Ryan Isaac: Yeah, I thought that was interesting, man. I mean, a team of 25 people? So, if you are willing to hire 25 people to work for you (laughs), then— but that’s what I think I have a hard time with. Now, I don’t mind if someone is asking that question; I think it is a totally logical question. Like, you look at this fund, or this portion of the investment world where they have out-performed for a long period of time. I think it is rational to be like, “should I do that too?” But when you learn about it, I just think you have to take a step back and go, “I mean, it is just such a totally different world, you know? And I can’t have those same expectations.” So, there are also a lot of the funds, especially the private equity stuff, that these endowments use their direct— if you want to touch on that for a little bit, what is different between a dentist finding a private fund, having middle men to go through, and then these big funds that can take, you know, a billion dollars, and go direct to something?
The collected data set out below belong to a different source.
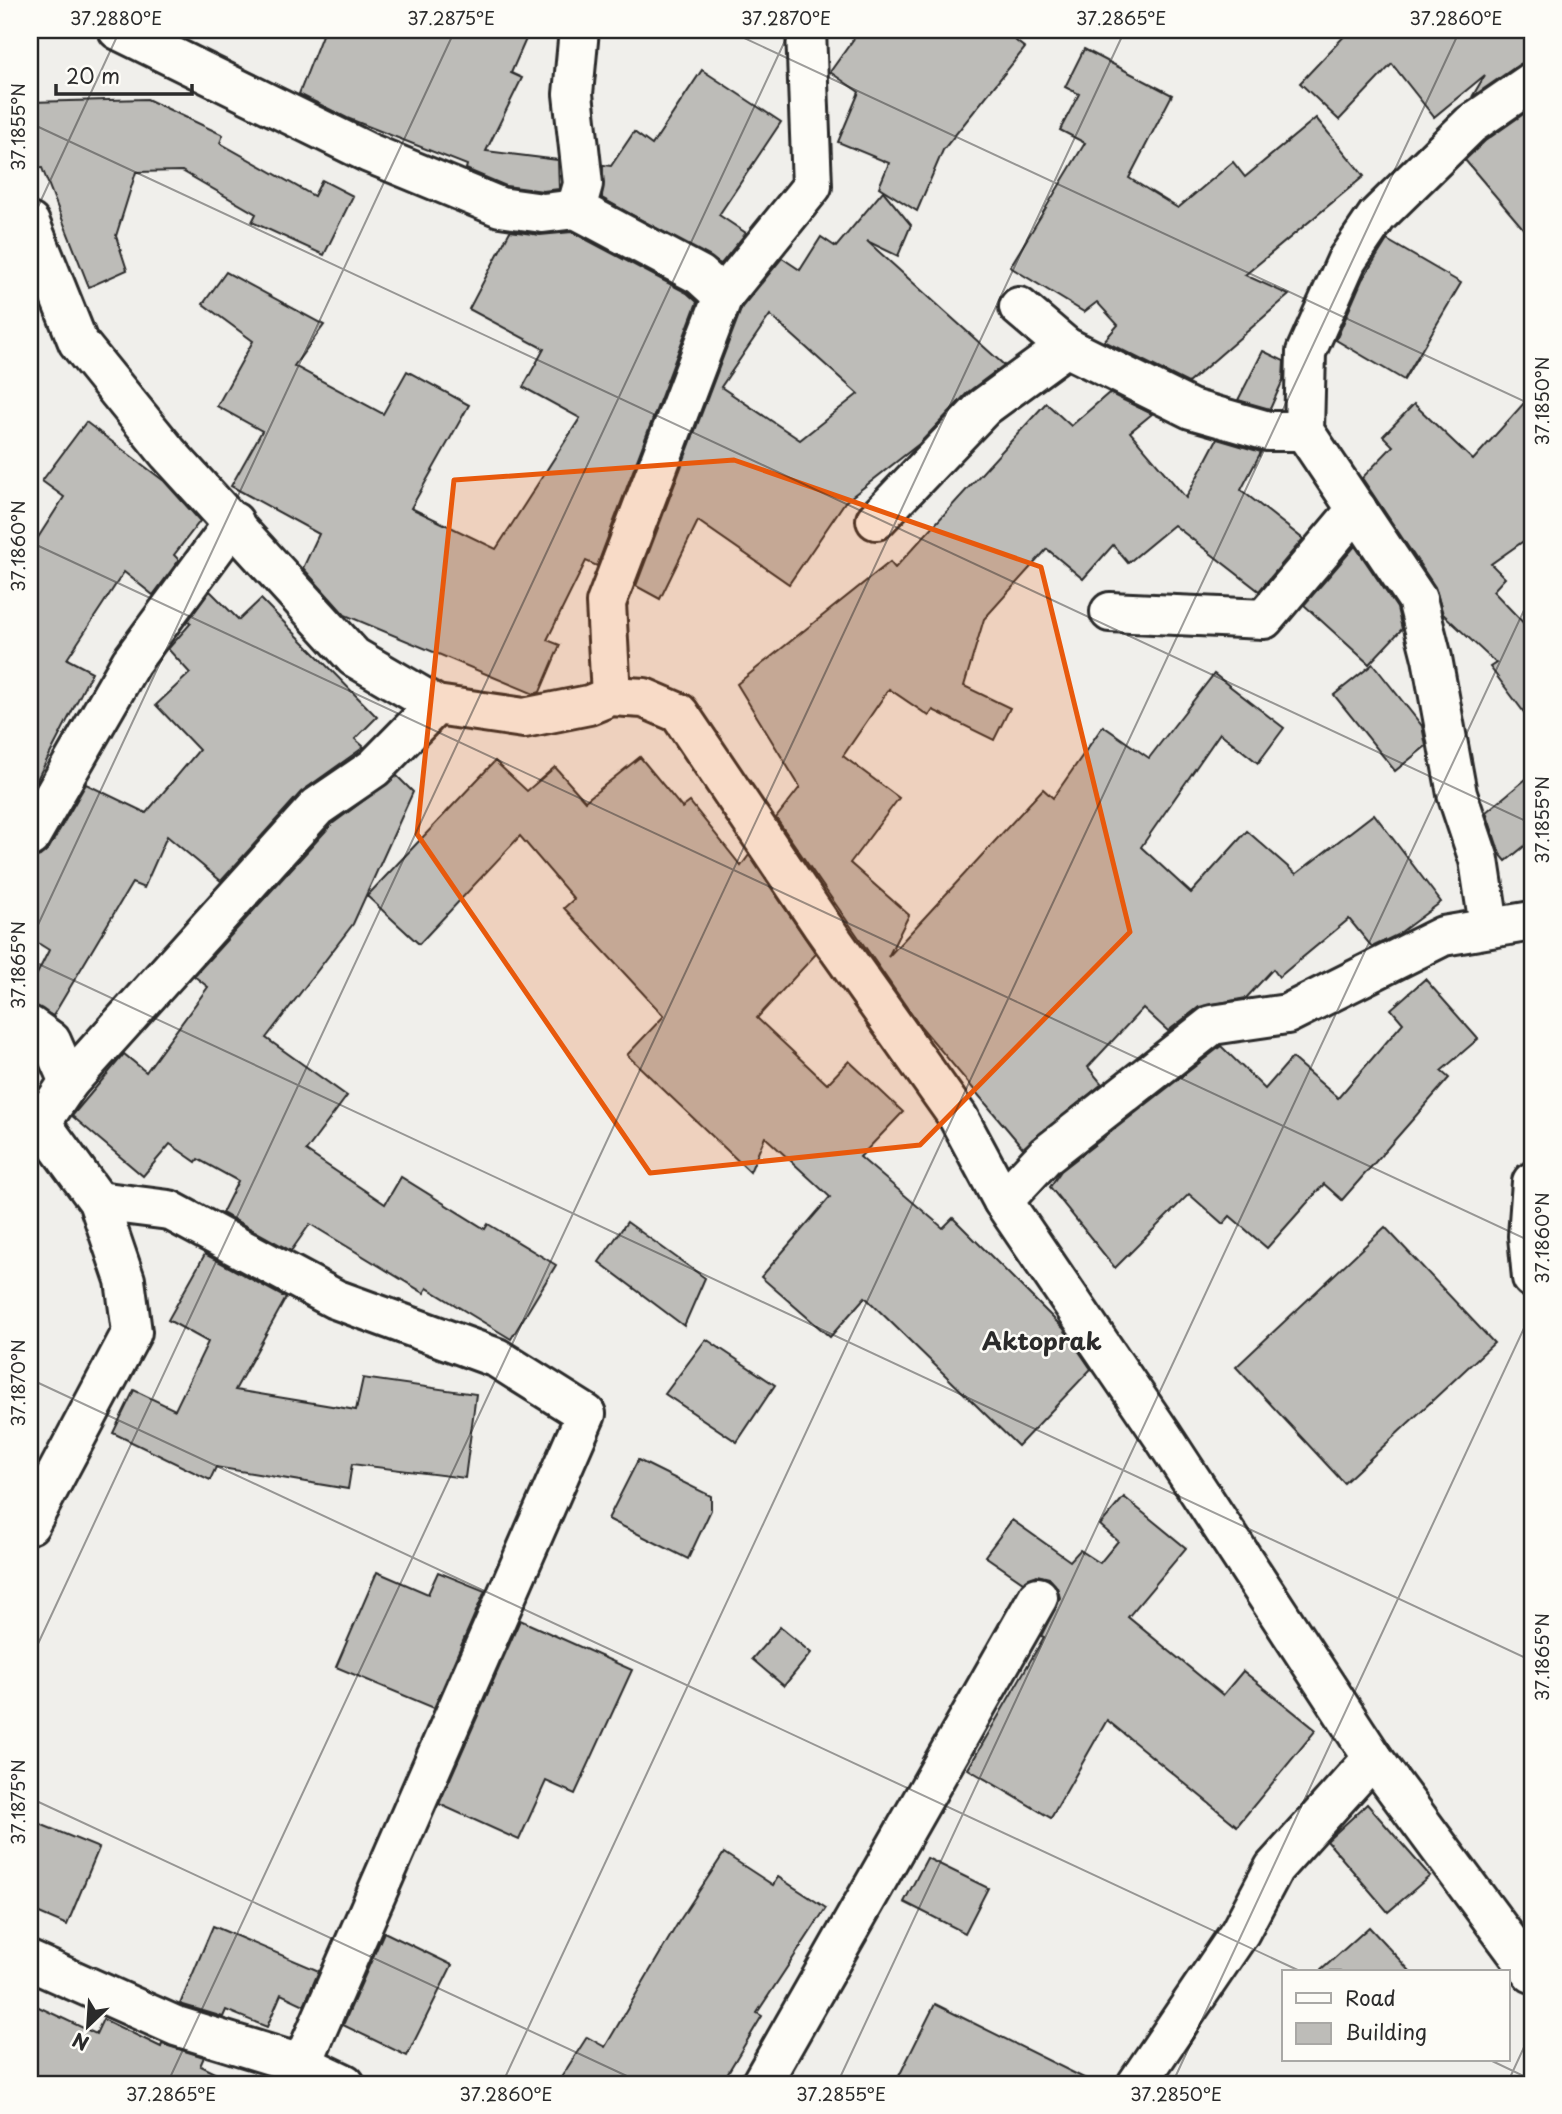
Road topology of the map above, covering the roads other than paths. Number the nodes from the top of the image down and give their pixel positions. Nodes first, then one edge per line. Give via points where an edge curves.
1 (118, 30) edge
2 (579, 30) edge
3 (806, 30) edge
4 (1532, 82) edge
5 (576, 209) junction
6 (30, 223) edge
7 (723, 296) junction
8 (1018, 307) dead end
9 (1066, 347) junction
10 (1304, 431) junction
11 (1357, 509) junction
12 (876, 520) dead end
13 (234, 522) junction
14 (1110, 612) dead end
15 (611, 696) junction
16 (436, 705) junction
17 (30, 837) edge
18 (1532, 921) edge
19 (1489, 926) junction
20 (30, 1026) edge
21 (69, 1082) junction
22 (35, 1123) edge
23 (1532, 1182) edge
24 (97, 1200) junction
25 (1003, 1202) junction
26 (1532, 1278) edge
27 (30, 1524) edge
28 (1038, 1597) dead end
29 (1373, 1758) junction
30 (1527, 1951) edge
31 (30, 1961) edge
32 (304, 2075) edge
33 (345, 2084) edge
34 (761, 2084) edge
35 (1137, 2084) edge

1 - 5 street via 369,153 500,207 543,213
2 - 5 street via 573,93 583,184
3 - 7 street via 813,186
4 - 10 street via 1471,124 1377,216 1347,260 1307,352
5 - 7 street via 700,275
6 - 13 street via 78,342 168,453
7 - 15 street via 606,603
8 - 9 street
9 - 10 street via 1202,412 1268,431
9 - 12 street via 984,407
10 - 11 street
11 - 14 street via 1265,619
11 - 19 street via 1417,599 1457,794 1479,860
13 - 16 street via 354,657
13 - 17 street via 131,662
15 - 16 street via 524,718
15 - 25 street via 644,698 680,713 958,1117
16 - 21 street via 374,768 317,807
18 - 19 street
19 - 25 street via 1443,936 1287,1014 1212,1025 1046,1155
20 - 21 street via 51,1041
21 - 22 street
22 - 24 street
23 - 26 street via 1528,1236
24 - 27 street via 125,1280 132,1332
24 - 32 street via 169,1210 335,1299 497,1358 586,1414 309,2048
25 - 29 street
28 - 34 street
29 - 30 street
29 - 35 street via 1274,1868 1240,1933
31 - 32 street via 176,2026
32 - 33 street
Like, how does that affect it?

Reese Harper: I think ultimately, though… the question that a lot of dentists are asking is, “what can I invest in that is not “the stock market”? I want something that is not the stock market.”

Ryan Isaac: That is the underlying question.

Reese Harper: Yeah. And the reality is, the first thing we talked about initially was access. The second thing you are saying is, there is a difference between going through a pooled investment. And that is where I think some of the inefficiency comes in alternatives. Like, there are a lot of mutual funds and ETFs that are trying to target these asset classes, but they are not really pure investments directly into a source, you know? And when you have an intermediary fund that you are going through, trying to access a private investment, a lot of times, there are layers of inefficiency that could be better diversification in some cases, or it could just be muted returns, or it could be— once it starts becoming more like a public market security, then you might as well just take the purest version of the public market and invest in that, as opposed to diluting it down so much. I would just say that access is really difficult, and it is important to try to get direct access into an investment, but—

Ryan Isaac: Without very large sums of money. And cost and fee structure are very different when you have a larger scale, and more money; going direct to something is going to cost you differently. Here are two things I would want to ask about. One of them would be, how do you see the objectives of a dentist— let’s say he has two millions bucks across a few different buckets of accounts, 401ks, brokerage accounts, you know, maybe his net worth is $4,000,000 with some real estate and practice. How are that person’s objectives different than what these big funds are trying to do that someone feels like they have to emulate?

Reese Harper: It is all about liquidity. I mean, it is all about liquidity, and a large fund is not trying to create liquidity for themselves, and even they are investing over multiple lifetimes. Like, their time horizon is beyond the life expectancy of even the manager; they are trying to say, “okay, well this tranche of money is for 50 years out,” or 40 years out, or 30 years out. I mean, when you are an endowment, literally, your time frame is forever, you know? And when you are a dentist—

Ryan Isaac: It’s like, 30 years tops.

Reese Harper: Yeah, most people don’t even have— you know, they have a 50-year time frame from the time they start working to the time of their life expectancy, in most cases…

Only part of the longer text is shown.